1. figure out your maitnance calories. ( there are several places online that offer a calculator that will allow you to enter your stats and will then give you your matenance calories for your weight and activaty level ) 2. add 500 calories to this matenance calorie number. ( the rule of thumb is to add 500 cals for a bulk and subtract 500 cals for a cut. that is the basic idea once you get it down you can take it to the next level and mess with your cals more. understand that you need to know your body so adjustments to cals are needed on a regular basis. ) 3. look up a macronutrient chart and learn how to break down you cals into macros so protein/carbs/fats. 4. bye a ton of tupperware because consistancy is key for a good diet. if you are suppossed to eat a meal at 5pm and you are on the run have that meal in tupperware with you and ready to go. 5. drink 1 to 1.5 gallons of water a day. ( this means actualy fill bottles or jugs every day so that you know exactly what you have drank, you would not believe the number of people who think they drink enough water daily and when they try this realize that a gallon of water is a lot of water. ) finish up this little bit of homework and post that you got it down actualy send me a pm when this is done and post you matenance cals here and i will put together a great meal plan off of that. i have a couple amazing meals that are not that bad tasting actualy they taste great but they also are low sodium and very high in cals. i have a shake in mind that is great for gaining weight as well. also remember its not just about what you eat but when you eat what you eat.... if you follow through with all of this and then with the diet as well you should be able to reach your goal. sincerely odin Quote:
__________________
valhallaking odin |
|
|||
so did a calculation for my height and weight and got a BMR of 3,500 calories so I will shoot to eat 4,000 cals a day and I have a 1000ml shaker bottle that I drink 4 a day of which puts me at about a gallon, plus what I drink at meals (usually 3-4 cups water).
Looked up the macro nutrient chart and let me know how this looks: Protein 300gram (1,500 calories) Carb 400gram (2,000 calories) fat 100gram (500 calories) -------------------------------- total 4,000 calories I broke down my 3 PBH sanwhiches and I get about 70g protien, 150g carb, and 100g fat just from them which make me think I might but down to just 2 a day. Breakfast w/ eggs and oatmeal get me about 45g Prot, 60gram carb, 30gram fat. Then I eat about 8 4oz chicken breasts a day. which comes out to be 210gram protein and 12gram fat. with a mixed carb (suggestions for best here?) usually pasta or rice ----------------------------------------------------- my totals after adding everything are Protien 325gram (1625 calories) carb 275gram (1250 cal) fat 150gram (1500 cal) ------------------------- total (4500 cal) This makes since as I have been gaining about a pound a week over the last few. Look like I need to cut back and the peanut butter and pick up some more clean carbs to drop about 500 cals. Would you suggest lowering my protein or keep it the same? I am curious also as to how coffee will affect me. I try to stay away but usually have 2-3 cups a day. Can I continue this or should I try to cut back? Also being in college there are a plethora of opportunities to drink alcohol, how will this affect me other then shooting up my calories? Thanks again Valhalla King, Ole |
|
||||
ok you are a little off on the macros. here are the macro breakdowns.

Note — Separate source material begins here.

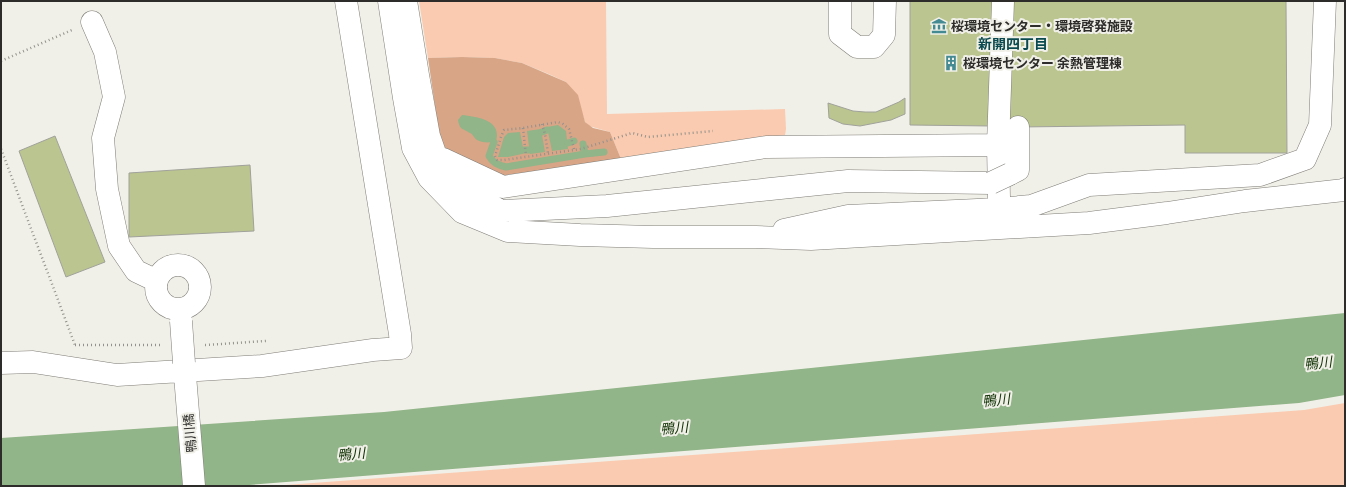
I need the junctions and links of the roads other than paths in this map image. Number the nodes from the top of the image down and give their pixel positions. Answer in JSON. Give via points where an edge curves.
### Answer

1gram carb = 4 cals 1gram protein = 4 cals 1gram fat = 9 cals this breakdown never changes always follow this when counting cals because what is printed on the package is usually rounded. so 3500 cals + 500 cals is 4000 cals total we are gonna start off real basic on your macro split and do a 40/30/30 which is 40%protein/30%carbs/30%fat. this is how it should look protein 1600 cals = 400grams protein carbs 1200 cals = 300gram carbs fats 1200 cals = 133grams fat this is a pretty basic split well on a lean bulk cycle. im going to write up a meal plan for you over the next couple days. just have a couple more questions. 1. what exactly are your pre and post workout shakes made up of? 2. what foods do you enjoy the most and what foods do you not like? and on the coffee do you drink it black? if your drink it black then just add it to your diet make sure to count the cals and macros. if you use suger then you should cut it out all together. cream is not to bad if u go light and keep a macro count. im exstreamly strict when on cycle and diet. again the more you put in the bigger the results! Quote:
__________________
valhallaking odin Last edited by valhallaking; 03-10-2014 at 01:56 AM. |
|
|||
my protein shakes are 25g protien, 3g carb, 1g fat
and I drink my coffee black so I will just add it I really enjoy chicken, eat a lot of veggies, my school has pretty much everything so I like to switch it up as much as possible to keep things interesting. Ole |
|
||||
meal 1 ( right when you wake up before you even piss )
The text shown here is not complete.